Surprenants en effet, puisque ces cinq banques ont toutes dépassé les prévisions des analystes financiers, et dépassé de beaucoup dans la plupart des cas. Inutile de rappeler que ces résultats permettent à ces grandes institutions de consolider leur base financière, et de retrouver la solidité qu’elles affichaient avant la crise boursière de l’automne 2008 et l’hiver 2009.
Deux de ces grandes banques ont d’ailleurs déjà annoncé qu’elles relevaient leur dividende, au grand plaisir de leurs actionnaires : la Nationale, la semaine précédente, et la TD cette semaine. La petite Banque Laurentienne, cantonnée au Québec, avait aussi augmenté son dividende en début d’année, mais elle ne fait pas partie du club des six grandes sœurs, qui regroupe aussi la Royale, la CIBC, la Scotia et BMO, aux côtés de la TD et de la Royale.
Aucune de ces banques n’a réduit son dividende, même au plus profond de la crise financière. Au début de l’année, BMO se montrait la plus généreuse à ce chapitre, en retournant à ses actionnaires quelque 60 % de ses bénéfices après impôts, sous forme de dividendes. La Nationale restait la moins généreuse, avec une répartition de 40 % seulement.
Toutes ces banques ne vont peut-être pas augmenter leur dividende, et certainement pas forcément dans les mêmes proportions. Par exemple, la BMO vient de faire une importante acquisition de plus de 4 milliards $ (GS) aux États-Unis, et elle comme elle se montrait déjà la plus généreuse à ce chapitre, elle va peut-être laisser les autres la rattraper un peu.

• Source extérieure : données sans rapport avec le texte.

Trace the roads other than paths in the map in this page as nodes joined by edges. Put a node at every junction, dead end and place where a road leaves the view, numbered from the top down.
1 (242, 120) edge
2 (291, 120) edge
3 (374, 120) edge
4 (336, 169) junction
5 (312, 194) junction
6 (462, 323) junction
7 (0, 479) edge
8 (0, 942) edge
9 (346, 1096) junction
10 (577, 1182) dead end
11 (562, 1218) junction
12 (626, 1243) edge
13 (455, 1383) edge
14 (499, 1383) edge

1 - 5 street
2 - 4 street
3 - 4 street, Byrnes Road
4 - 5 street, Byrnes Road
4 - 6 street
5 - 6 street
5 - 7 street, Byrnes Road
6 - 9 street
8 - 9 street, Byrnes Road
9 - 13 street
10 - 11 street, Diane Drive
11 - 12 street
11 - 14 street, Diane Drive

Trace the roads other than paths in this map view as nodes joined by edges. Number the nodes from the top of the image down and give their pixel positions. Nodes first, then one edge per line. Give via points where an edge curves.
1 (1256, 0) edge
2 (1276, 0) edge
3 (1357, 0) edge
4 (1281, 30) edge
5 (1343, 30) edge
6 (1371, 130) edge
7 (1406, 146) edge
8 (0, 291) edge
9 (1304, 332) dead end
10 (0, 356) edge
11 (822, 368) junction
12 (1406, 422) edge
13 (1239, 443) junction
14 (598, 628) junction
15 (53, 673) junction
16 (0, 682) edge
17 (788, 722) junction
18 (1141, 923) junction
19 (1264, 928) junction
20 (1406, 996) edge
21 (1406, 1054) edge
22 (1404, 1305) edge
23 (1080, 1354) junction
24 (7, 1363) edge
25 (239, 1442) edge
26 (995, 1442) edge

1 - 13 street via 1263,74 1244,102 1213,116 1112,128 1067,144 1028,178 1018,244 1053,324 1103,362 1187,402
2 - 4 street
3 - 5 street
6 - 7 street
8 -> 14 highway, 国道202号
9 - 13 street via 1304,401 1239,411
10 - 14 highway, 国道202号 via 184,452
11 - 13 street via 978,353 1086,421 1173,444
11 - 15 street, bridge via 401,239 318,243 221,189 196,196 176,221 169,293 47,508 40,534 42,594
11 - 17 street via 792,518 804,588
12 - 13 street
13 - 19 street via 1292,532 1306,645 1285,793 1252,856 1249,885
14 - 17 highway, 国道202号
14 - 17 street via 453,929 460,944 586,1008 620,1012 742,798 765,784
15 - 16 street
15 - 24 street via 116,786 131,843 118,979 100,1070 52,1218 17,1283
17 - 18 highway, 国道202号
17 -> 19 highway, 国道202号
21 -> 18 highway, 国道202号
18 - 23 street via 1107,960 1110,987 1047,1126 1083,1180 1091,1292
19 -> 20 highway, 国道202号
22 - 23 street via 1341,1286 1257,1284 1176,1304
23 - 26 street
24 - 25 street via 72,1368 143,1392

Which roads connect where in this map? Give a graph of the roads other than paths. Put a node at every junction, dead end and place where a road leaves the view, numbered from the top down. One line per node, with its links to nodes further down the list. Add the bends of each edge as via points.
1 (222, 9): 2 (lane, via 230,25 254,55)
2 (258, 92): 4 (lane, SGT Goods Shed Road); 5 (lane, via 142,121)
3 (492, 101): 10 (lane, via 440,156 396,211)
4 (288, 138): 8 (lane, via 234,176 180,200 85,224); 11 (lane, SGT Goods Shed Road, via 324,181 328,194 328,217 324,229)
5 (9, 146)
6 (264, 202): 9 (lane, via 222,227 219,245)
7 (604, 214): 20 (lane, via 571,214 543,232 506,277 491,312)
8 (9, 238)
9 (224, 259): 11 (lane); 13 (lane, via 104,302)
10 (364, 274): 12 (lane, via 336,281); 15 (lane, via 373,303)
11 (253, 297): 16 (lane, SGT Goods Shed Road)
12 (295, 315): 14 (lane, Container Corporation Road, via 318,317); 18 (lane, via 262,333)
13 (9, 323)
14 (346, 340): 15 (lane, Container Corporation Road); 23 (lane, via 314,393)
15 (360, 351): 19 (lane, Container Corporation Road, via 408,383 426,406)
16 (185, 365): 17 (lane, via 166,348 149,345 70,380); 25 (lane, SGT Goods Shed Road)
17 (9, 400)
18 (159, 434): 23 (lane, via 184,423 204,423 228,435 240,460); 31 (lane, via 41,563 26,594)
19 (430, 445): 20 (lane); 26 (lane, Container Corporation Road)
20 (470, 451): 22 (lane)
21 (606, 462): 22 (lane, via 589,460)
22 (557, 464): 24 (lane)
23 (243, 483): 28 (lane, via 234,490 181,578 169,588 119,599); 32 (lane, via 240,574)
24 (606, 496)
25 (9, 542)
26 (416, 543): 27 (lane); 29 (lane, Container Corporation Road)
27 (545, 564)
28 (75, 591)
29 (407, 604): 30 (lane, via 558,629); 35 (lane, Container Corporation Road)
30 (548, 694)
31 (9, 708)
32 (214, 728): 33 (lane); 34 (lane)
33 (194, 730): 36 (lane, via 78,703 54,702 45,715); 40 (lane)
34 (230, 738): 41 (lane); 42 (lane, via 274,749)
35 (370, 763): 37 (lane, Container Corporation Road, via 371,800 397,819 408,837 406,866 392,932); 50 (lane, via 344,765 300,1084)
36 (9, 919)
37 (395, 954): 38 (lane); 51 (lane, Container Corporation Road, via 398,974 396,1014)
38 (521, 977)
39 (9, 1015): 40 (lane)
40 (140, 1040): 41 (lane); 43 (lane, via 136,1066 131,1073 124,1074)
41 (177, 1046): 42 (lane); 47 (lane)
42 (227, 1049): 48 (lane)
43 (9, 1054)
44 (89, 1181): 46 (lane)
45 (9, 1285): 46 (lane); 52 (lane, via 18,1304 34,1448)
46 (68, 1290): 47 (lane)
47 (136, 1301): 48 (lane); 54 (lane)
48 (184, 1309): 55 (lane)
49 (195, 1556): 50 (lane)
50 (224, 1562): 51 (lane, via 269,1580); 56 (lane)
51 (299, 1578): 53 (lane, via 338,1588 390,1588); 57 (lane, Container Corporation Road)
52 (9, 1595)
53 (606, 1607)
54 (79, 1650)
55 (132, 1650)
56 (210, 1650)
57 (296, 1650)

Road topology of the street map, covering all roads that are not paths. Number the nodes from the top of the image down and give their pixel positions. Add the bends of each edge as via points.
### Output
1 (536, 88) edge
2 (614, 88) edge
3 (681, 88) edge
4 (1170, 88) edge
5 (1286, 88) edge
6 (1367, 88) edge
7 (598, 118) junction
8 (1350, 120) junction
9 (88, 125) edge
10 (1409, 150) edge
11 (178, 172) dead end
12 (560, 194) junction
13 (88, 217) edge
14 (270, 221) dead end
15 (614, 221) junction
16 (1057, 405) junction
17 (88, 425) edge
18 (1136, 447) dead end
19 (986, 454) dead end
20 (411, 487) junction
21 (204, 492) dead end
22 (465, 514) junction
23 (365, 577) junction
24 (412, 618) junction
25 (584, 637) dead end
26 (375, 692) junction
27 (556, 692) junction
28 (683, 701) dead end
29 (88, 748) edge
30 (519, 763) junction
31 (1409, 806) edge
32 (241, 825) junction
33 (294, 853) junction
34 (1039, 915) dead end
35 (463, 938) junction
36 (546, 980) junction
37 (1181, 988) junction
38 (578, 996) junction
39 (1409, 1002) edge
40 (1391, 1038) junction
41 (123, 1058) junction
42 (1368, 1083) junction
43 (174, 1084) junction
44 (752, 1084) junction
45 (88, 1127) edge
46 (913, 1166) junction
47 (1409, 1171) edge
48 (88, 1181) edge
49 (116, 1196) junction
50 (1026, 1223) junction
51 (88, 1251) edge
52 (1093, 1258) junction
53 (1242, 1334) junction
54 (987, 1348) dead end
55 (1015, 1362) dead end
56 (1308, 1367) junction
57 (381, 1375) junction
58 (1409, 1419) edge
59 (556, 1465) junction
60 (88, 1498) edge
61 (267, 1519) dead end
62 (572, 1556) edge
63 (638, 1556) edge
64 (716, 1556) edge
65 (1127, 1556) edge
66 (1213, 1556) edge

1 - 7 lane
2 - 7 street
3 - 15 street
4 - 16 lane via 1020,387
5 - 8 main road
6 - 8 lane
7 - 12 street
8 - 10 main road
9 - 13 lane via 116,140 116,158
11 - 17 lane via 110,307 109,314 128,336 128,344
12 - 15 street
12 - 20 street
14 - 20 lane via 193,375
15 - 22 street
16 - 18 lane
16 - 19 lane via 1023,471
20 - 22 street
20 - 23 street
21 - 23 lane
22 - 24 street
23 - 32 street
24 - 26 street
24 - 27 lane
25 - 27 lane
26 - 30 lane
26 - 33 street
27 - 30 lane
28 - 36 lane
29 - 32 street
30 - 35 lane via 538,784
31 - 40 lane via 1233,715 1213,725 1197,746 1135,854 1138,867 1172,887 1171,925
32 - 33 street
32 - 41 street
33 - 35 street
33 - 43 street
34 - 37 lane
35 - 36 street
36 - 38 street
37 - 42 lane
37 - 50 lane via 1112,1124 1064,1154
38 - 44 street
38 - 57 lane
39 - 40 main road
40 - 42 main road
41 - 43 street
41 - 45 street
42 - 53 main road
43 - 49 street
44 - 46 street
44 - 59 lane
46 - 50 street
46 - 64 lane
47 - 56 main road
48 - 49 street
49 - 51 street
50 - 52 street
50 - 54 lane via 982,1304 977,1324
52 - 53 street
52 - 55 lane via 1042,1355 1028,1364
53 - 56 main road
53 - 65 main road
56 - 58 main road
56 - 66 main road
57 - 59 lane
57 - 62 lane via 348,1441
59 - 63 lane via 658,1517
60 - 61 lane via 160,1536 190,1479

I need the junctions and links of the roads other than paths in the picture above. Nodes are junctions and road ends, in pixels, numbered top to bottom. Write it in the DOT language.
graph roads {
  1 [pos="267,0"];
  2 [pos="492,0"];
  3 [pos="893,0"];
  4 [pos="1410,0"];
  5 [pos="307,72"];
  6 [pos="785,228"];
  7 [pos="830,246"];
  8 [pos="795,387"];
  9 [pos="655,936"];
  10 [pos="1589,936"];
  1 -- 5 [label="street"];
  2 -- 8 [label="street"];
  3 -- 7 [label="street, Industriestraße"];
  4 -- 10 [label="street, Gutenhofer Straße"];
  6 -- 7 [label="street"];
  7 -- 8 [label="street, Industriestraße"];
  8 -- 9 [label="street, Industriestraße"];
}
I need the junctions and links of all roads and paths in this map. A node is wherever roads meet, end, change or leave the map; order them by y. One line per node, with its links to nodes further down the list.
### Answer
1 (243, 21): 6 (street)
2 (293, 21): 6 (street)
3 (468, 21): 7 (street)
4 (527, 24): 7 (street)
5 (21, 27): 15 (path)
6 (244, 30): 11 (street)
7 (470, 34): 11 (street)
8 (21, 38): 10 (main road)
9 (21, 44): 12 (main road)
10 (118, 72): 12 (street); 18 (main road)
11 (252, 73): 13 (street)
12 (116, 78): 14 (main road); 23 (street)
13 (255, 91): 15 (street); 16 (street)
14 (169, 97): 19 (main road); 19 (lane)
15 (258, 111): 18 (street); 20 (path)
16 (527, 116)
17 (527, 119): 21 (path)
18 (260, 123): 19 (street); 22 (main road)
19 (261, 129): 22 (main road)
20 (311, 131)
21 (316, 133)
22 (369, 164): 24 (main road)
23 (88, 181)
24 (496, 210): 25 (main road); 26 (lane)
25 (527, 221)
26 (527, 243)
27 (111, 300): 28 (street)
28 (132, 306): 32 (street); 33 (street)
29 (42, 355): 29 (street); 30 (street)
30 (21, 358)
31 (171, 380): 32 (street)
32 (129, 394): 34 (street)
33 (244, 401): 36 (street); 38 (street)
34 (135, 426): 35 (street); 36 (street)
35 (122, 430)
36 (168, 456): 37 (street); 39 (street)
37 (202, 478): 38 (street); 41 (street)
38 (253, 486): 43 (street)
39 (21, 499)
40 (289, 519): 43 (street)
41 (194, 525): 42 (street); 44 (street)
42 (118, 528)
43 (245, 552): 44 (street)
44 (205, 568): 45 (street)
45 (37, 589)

Cependant, toutes les banques font face à la même conjoncture économique, et notamment à des taux d’intérêt très bas, qui risquent de le demeurer encore longtemps. La Banque du Canada a confirmé cette semaine qu’elle gardait son taux directeur à 1 %, pour un bout de temps encore. Avec un dollar canadien qui flirte avec 1,03 $US, la banque centrale canadienne le pousserait rapidement vers 1,05 $ et même plus haut, en augmentant son taux directeur, au grand dam des exportateurs.
La Réserve fédérale américaine va aussi attendre encore longtemps, avant d’augmenter son taux directeur de 0,25 %, alors que la création d’emplois demeure encore anémique. Ajoutons aussi la flambée des prix du pétrole, qui joue également un rôle de frein sur l’inflation et l’accélération de la croissance économique, et on ne verra donc pas les taux d’intérêt monter avant plusieurs mois, et peut-être même un an ou deux.
Mais les taux d’intérêt vont monter, un jour ou l’autre, et les banques surveillent d’un œil attentif ce retournement des taux. Car contrairement à une croyance populaire, ce n’est pas quand les taux montent, que les banques font plus de bénéfice, mais quand les taux baissent, après que les banques ont accordé du crédit à des taux plus élevés. Autrement dit, quand les taux vont augmenter, les banques vont sentir une pression sur leurs marges bénéficiaires.
Mais ce n’est pas une raison pour les ignorer, dans vos portefeuilles. Ces institutions sont solides, et généreuses pour leurs actionnaires.